→ Work instructions:
Take from the material every line containing the string "arct" and copy it.
******************************
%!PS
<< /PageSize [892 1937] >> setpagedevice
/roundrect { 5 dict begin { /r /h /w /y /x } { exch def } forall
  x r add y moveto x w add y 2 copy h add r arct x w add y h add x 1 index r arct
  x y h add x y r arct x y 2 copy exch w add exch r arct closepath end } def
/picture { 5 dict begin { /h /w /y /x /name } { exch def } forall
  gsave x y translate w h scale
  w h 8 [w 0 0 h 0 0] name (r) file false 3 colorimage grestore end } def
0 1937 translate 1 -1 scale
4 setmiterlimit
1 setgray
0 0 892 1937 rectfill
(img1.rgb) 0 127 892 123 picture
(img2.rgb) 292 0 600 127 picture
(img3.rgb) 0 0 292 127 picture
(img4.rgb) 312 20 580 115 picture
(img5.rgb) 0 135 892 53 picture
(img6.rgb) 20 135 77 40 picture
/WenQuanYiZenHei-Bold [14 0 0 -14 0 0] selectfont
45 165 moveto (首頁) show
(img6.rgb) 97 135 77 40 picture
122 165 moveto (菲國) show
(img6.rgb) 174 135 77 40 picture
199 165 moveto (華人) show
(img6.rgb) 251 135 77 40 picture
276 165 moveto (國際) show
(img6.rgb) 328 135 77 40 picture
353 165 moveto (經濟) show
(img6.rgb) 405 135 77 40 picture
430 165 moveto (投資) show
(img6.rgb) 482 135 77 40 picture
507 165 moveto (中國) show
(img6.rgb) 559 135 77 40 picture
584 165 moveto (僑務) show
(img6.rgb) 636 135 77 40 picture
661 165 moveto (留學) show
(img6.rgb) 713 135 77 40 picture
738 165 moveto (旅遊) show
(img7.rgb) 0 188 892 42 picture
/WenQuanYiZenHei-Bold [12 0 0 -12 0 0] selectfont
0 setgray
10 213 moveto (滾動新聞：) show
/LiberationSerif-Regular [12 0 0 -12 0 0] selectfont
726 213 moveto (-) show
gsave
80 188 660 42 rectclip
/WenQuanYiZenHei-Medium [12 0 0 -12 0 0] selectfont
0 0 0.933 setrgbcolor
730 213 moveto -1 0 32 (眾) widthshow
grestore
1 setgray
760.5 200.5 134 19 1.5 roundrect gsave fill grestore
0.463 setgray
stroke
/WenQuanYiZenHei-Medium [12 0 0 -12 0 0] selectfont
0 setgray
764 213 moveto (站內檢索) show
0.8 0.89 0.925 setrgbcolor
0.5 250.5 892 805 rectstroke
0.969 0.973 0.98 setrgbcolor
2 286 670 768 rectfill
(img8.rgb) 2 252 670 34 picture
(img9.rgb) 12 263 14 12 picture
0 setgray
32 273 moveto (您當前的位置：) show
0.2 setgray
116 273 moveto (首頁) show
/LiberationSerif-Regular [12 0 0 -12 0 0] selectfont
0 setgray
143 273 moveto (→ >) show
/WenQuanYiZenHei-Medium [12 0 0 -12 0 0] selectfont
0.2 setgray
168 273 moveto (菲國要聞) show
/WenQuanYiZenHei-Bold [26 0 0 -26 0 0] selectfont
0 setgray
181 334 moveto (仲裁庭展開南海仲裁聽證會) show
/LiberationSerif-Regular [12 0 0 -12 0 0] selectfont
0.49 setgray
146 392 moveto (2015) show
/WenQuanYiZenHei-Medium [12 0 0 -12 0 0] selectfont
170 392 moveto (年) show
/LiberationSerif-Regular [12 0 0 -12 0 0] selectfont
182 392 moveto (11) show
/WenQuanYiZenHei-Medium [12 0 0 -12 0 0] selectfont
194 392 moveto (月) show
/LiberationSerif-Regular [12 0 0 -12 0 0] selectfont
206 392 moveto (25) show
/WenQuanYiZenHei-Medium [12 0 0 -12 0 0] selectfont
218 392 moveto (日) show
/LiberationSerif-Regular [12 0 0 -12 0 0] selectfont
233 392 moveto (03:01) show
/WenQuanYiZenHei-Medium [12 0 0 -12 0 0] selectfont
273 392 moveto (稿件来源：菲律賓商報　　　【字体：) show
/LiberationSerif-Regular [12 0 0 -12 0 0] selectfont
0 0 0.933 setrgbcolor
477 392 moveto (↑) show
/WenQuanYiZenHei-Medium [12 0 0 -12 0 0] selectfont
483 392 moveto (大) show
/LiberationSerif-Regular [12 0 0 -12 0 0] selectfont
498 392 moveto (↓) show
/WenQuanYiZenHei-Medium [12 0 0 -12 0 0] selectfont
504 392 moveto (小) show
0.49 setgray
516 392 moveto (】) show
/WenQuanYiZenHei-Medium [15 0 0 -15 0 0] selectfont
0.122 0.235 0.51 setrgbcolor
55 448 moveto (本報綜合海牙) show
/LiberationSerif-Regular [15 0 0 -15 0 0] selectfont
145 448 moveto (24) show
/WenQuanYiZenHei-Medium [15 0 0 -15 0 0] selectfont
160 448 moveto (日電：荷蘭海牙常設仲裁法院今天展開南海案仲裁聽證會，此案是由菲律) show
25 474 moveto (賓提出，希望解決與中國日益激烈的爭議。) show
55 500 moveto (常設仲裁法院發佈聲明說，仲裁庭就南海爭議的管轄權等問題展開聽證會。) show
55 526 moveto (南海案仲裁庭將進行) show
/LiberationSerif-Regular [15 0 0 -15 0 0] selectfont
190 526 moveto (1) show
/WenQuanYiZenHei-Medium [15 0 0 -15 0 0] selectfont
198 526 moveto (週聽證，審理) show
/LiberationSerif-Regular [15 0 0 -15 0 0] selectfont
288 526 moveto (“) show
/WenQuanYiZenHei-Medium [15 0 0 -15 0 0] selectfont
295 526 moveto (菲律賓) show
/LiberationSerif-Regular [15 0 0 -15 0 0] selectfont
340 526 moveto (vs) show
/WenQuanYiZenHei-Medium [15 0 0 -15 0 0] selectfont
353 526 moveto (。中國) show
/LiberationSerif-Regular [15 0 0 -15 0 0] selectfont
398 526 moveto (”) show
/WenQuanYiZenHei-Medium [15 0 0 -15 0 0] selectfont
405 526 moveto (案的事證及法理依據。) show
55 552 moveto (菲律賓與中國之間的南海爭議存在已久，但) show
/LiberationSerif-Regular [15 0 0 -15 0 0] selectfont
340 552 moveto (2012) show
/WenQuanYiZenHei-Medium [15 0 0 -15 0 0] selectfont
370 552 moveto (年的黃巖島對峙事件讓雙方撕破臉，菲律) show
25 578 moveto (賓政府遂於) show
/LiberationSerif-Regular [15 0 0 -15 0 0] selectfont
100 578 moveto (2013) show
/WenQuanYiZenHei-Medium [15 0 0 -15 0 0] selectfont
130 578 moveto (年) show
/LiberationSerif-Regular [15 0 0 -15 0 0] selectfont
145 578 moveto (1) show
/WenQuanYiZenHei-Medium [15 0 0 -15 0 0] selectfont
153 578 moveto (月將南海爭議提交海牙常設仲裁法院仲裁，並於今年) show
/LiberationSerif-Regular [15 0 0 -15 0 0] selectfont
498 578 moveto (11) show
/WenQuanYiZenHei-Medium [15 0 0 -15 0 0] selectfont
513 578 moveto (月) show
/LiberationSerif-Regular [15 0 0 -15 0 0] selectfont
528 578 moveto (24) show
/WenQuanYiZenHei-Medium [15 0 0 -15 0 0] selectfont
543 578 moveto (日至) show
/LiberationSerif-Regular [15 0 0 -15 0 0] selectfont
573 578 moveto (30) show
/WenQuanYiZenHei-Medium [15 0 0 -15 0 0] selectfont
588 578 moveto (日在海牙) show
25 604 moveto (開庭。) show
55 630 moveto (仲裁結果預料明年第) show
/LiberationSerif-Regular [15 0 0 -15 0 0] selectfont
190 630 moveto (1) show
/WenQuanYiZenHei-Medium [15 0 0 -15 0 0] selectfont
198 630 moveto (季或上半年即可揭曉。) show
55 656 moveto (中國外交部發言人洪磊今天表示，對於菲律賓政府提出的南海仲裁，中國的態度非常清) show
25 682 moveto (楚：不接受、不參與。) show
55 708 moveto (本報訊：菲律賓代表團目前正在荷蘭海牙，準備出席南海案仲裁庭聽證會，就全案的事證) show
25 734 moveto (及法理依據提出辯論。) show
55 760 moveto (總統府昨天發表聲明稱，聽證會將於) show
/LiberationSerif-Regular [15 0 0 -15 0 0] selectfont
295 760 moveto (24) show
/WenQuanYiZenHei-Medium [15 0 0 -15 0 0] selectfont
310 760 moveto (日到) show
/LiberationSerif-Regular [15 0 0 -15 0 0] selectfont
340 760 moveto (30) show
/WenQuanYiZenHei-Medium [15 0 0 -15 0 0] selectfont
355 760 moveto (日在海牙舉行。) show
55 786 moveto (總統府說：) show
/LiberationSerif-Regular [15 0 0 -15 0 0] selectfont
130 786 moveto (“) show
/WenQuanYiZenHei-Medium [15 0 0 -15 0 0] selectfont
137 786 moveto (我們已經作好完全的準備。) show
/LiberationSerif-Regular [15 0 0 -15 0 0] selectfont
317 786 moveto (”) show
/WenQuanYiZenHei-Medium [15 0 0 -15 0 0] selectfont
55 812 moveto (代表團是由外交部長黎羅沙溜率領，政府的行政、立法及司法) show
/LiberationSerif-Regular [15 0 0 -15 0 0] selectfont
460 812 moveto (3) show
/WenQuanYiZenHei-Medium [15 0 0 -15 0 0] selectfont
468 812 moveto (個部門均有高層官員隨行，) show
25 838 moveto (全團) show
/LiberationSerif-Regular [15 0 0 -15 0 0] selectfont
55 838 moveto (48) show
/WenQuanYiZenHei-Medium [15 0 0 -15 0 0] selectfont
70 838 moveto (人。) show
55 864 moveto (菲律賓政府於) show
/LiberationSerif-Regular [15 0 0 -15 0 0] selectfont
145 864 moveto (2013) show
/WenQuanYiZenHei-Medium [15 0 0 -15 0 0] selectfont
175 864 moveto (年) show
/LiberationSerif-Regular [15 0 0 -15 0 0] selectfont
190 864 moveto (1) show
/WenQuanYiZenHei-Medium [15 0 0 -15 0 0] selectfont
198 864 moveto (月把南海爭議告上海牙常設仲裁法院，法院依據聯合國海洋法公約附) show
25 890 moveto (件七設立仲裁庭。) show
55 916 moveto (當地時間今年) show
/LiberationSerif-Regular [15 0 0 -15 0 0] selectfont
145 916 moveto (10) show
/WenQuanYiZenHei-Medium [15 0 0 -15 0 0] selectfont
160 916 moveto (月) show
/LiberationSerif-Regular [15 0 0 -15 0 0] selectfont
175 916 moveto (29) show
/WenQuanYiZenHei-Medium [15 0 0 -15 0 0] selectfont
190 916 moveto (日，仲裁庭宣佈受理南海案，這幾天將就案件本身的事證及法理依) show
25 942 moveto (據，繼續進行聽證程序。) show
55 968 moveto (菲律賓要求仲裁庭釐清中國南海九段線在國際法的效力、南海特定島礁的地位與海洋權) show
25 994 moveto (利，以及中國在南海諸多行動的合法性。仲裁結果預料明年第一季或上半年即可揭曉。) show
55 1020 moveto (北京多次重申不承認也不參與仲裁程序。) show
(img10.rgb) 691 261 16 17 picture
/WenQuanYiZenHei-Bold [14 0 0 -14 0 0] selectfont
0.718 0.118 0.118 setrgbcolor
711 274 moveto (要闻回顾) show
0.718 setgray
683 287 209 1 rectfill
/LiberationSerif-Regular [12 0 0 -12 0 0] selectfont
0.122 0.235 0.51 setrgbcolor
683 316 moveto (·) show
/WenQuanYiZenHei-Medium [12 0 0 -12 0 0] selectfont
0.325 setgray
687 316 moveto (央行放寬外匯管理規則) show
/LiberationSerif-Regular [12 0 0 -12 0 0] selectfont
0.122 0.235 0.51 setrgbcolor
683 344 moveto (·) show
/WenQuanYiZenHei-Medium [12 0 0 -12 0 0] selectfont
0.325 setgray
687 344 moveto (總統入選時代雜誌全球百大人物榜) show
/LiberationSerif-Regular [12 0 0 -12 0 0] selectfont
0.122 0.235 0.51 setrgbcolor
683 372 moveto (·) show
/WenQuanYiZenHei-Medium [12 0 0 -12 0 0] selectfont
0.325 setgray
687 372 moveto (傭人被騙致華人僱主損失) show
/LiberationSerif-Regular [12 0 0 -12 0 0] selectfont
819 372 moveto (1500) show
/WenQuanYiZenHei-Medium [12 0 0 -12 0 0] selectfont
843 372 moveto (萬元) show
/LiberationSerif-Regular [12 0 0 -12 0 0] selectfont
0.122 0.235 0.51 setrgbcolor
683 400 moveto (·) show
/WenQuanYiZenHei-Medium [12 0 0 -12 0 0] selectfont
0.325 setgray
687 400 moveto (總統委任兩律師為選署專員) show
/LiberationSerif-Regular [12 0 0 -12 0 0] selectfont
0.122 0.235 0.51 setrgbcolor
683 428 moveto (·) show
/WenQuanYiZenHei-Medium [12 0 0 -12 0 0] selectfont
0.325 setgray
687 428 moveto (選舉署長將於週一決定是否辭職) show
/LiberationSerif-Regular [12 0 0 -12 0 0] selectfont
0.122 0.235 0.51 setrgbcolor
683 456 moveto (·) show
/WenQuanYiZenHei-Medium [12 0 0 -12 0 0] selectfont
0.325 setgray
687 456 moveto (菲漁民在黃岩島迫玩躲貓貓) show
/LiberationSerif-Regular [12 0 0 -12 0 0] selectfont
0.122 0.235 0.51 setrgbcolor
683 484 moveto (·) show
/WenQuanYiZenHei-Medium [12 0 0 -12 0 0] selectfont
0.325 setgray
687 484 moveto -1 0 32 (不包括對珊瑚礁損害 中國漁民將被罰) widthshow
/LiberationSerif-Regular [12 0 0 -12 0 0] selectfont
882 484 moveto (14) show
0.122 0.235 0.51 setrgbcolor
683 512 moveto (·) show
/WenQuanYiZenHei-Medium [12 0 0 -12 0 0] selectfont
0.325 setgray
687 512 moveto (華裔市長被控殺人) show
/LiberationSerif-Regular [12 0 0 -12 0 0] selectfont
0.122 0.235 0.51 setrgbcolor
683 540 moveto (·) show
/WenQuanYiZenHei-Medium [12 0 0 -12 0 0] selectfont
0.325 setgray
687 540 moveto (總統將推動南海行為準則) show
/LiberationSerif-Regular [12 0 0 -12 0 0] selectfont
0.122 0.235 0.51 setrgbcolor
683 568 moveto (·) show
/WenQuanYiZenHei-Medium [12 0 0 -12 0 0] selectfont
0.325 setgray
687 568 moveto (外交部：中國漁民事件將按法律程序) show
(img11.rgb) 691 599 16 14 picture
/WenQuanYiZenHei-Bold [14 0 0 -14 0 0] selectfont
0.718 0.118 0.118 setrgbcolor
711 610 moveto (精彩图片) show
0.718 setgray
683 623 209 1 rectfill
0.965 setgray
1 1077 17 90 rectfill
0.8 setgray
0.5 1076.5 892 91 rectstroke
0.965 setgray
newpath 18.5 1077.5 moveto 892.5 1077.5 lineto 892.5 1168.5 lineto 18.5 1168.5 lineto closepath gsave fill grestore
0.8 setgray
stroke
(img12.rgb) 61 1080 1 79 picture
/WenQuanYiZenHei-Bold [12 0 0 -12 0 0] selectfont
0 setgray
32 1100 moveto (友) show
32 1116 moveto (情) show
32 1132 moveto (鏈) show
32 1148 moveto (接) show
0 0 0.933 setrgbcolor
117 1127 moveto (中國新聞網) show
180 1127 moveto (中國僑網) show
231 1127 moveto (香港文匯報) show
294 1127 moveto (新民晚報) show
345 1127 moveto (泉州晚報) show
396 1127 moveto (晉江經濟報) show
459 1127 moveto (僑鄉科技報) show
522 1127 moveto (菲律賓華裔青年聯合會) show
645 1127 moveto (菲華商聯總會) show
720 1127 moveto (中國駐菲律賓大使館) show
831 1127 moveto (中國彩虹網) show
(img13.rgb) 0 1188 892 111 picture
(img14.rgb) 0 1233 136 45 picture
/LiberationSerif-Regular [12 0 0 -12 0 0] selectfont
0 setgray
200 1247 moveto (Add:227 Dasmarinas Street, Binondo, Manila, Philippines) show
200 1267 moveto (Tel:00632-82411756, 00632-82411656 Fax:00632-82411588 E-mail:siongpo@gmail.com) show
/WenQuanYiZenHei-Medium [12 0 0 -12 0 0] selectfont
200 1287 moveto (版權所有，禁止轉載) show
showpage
******************************
→ The answer:
  x r add y moveto x w add y 2 copy h add r arct x w add y h add x 1 index r arct
  x y h add x y r arct x y 2 copy exch w add exch r arct closepath end } def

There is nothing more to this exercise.